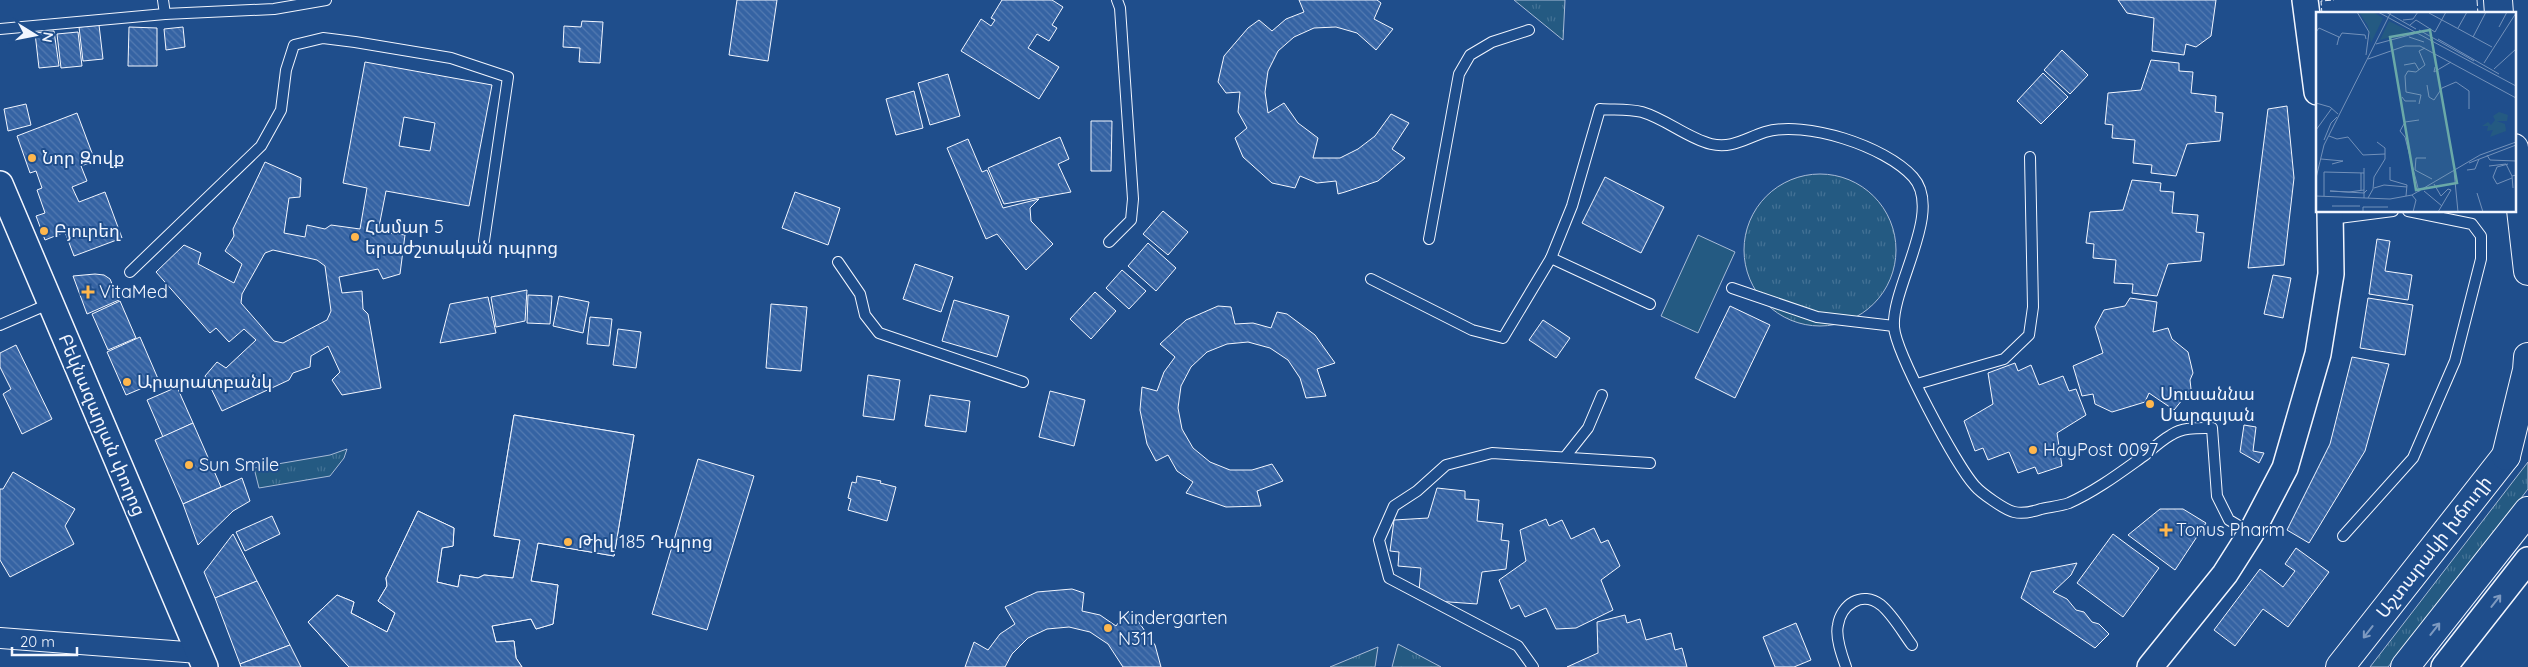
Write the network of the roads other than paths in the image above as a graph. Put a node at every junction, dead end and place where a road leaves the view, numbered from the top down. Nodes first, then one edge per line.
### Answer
1 (163, 0) edge
2 (326, 0) edge
3 (1117, 0) edge
4 (2305, 0) edge
5 (165, 14) junction
6 (0, 29) edge
7 (1529, 30) dead end
8 (2316, 84) edge
9 (2030, 158) dead end
10 (2516, 166) edge
11 (0, 184) edge
12 (0, 206) edge
13 (2378, 212) edge
14 (2413, 212) edge
15 (2331, 215) edge
16 (1429, 239) dead end
17 (484, 241) dead end
18 (1109, 242) dead end
19 (1551, 258) junction
20 (838, 262) dead end
21 (2528, 271) edge
22 (130, 272) dead end
23 (1371, 279) dead end
24 (1732, 288) dead end
25 (1650, 304) dead end
26 (44, 306) junction
27 (0, 325) edge
28 (1894, 326) junction
29 (2528, 357) edge
30 (1023, 382) dead end
31 (1917, 384) junction
32 (1602, 395) dead end
33 (2528, 426) edge
34 (2506, 456) junction
35 (1565, 458) junction
36 (1650, 464) dead end
37 (2528, 511) edge
38 (2251, 534) junction
39 (2343, 536) dead end
40 (2528, 560) edge
41 (0, 638) edge
42 (1912, 645) dead end
43 (196, 660) edge
44 (1533, 667) edge
45 (1846, 667) edge
46 (2150, 667) edge
47 (2340, 667) edge
48 (2405, 667) edge
49 (2444, 667) edge

1 - 5 lane
2 - 5 lane
3 - 18 lane
4 - 8 street
5 - 6 lane
7 - 16 lane
9 - 31 lane
10 - 21 main road
11 - 43 street, Բեկնազարյան փողոց
12 - 26 street, Բեկնազարյան փողոց
13 - 15 lane
14 - 39 lane
15 - 38 street
17 - 22 lane
19 - 23 lane
19 - 25 lane
19 - 28 lane
20 - 30 lane
24 - 28 lane
26 - 27 lane
26 - 43 street, Բեկնազարյան փողոց
28 - 31 lane
29 - 34 main road
31 - 38 lane
32 - 35 lane
33 - 34 main road, Աշտարակի խճուղի
34 -> 47 main road, Աշտարակի խճուղի
35 - 36 lane
35 - 44 lane
48 -> 37 main road
38 - 46 street
49 -> 40 street
41 - 43 street
42 - 45 lane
------------------------
## WHAT THE TASK REQUIRES
Your answer must be every line from the listing above that holds the string "Բեկնազարյան".

## SOLUTION TO THIS PROBLEM
11 - 43 street, Բեկնազարյան փողոց
12 - 26 street, Բեկնազարյան փողոց
26 - 43 street, Բեկնազարյան փողոց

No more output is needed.